Alternatively, the employer may decide to give the employee a warning. An organisation’s policy should outline exactly which warnings will be given. Here are some examples of warnings an organisation may use:

  • verbal/oral warning (Acas no longer recommends this stage as part of a formal procedure but, for cases of minor misconduct, this will often be a reasonable method to prevent a problem from escalating)
  • first written warning/improvement notice
  • final written warning.

Employers should specify a ‘life’ for formal disciplinary warnings after which they are disregarded for disciplinary purposes. Typical timescales suggested in the Acas non-statutory guidance for the types of warning are:

  • first written warning – 6 months
  • final written warning – 1 year.

It may be appropriate for a warning to continue to be regarded for a longer period, provided the timescale was specified in the organisation’s disciplinary policy from the outset. The time period employers select for warnings to remain current, and the penalties imposed, must be reasonable in all the circumstances. For example, they must take into account the nature of the misconduct, the employee’s disciplinary record and be consistent with penalties imposed in similar cases.

There are currently five potentially fair reasons for dismissal:

  1. capability or qualifications
  2. conduct
  3. illegality or contravention of a statutory duty
  4. some other substantial reason
  5. redundancy

Employers need to be sure that any decision to dismiss an employee will be seen as ‘reasonable’ by an employment tribunal.

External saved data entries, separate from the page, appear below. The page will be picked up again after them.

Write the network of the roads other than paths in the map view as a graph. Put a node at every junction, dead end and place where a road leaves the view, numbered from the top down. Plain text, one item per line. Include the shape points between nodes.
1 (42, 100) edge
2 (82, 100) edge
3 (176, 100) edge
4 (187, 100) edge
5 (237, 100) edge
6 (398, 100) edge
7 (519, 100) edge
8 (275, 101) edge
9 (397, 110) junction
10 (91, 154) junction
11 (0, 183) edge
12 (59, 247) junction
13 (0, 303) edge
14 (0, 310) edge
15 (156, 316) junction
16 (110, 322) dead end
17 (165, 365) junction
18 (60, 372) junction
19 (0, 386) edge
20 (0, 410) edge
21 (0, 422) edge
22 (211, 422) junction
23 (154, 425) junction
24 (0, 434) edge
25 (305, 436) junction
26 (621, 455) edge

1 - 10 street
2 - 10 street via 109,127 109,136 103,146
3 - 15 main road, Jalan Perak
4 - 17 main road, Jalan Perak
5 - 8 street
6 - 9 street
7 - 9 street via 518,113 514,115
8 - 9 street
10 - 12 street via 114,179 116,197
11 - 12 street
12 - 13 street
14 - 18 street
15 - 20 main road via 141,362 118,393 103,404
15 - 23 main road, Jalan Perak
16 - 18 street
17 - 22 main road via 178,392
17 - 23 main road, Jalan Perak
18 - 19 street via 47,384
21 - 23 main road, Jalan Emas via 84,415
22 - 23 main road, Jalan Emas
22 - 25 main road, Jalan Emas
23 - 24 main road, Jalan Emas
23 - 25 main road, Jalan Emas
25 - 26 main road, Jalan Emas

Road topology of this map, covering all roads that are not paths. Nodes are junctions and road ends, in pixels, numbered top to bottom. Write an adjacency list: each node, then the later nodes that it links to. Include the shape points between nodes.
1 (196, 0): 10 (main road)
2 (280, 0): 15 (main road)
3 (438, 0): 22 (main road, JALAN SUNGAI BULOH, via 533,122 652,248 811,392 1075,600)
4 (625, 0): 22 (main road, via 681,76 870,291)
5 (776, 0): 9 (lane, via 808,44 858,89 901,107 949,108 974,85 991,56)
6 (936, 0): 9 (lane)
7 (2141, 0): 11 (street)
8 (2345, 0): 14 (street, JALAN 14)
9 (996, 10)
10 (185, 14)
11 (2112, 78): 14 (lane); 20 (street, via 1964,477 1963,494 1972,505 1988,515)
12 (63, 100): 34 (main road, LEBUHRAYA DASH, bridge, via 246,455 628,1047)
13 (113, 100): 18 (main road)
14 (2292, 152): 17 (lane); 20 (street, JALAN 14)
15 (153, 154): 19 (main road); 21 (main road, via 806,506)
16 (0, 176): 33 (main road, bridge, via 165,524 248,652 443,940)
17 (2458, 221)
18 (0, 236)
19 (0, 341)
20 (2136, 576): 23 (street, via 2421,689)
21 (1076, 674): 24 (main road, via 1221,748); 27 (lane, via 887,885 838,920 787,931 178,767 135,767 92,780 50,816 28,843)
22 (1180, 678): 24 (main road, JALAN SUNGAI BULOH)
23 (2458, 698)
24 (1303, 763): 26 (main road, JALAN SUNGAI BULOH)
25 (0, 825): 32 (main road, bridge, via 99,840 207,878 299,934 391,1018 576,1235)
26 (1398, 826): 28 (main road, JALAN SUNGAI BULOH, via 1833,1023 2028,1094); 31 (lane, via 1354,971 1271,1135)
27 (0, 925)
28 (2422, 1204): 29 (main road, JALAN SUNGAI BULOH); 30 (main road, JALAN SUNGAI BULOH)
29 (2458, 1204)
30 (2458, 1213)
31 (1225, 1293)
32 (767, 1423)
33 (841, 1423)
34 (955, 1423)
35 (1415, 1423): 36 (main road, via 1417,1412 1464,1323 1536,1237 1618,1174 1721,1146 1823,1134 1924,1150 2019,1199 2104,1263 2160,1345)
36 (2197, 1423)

The employer must follow the Acas Code before any dismissal and also have been fair overall, for example by complying with internal procedures, treating employees consistently and carrying out a proper investigation.

If, despite the employer’s efforts, a tribunal claim follows the dismissal, then both parties must attempt to resolve the dispute by early conciliation using Acas or some other means of dispute resolution. The parties may also enter into a settlement agreement.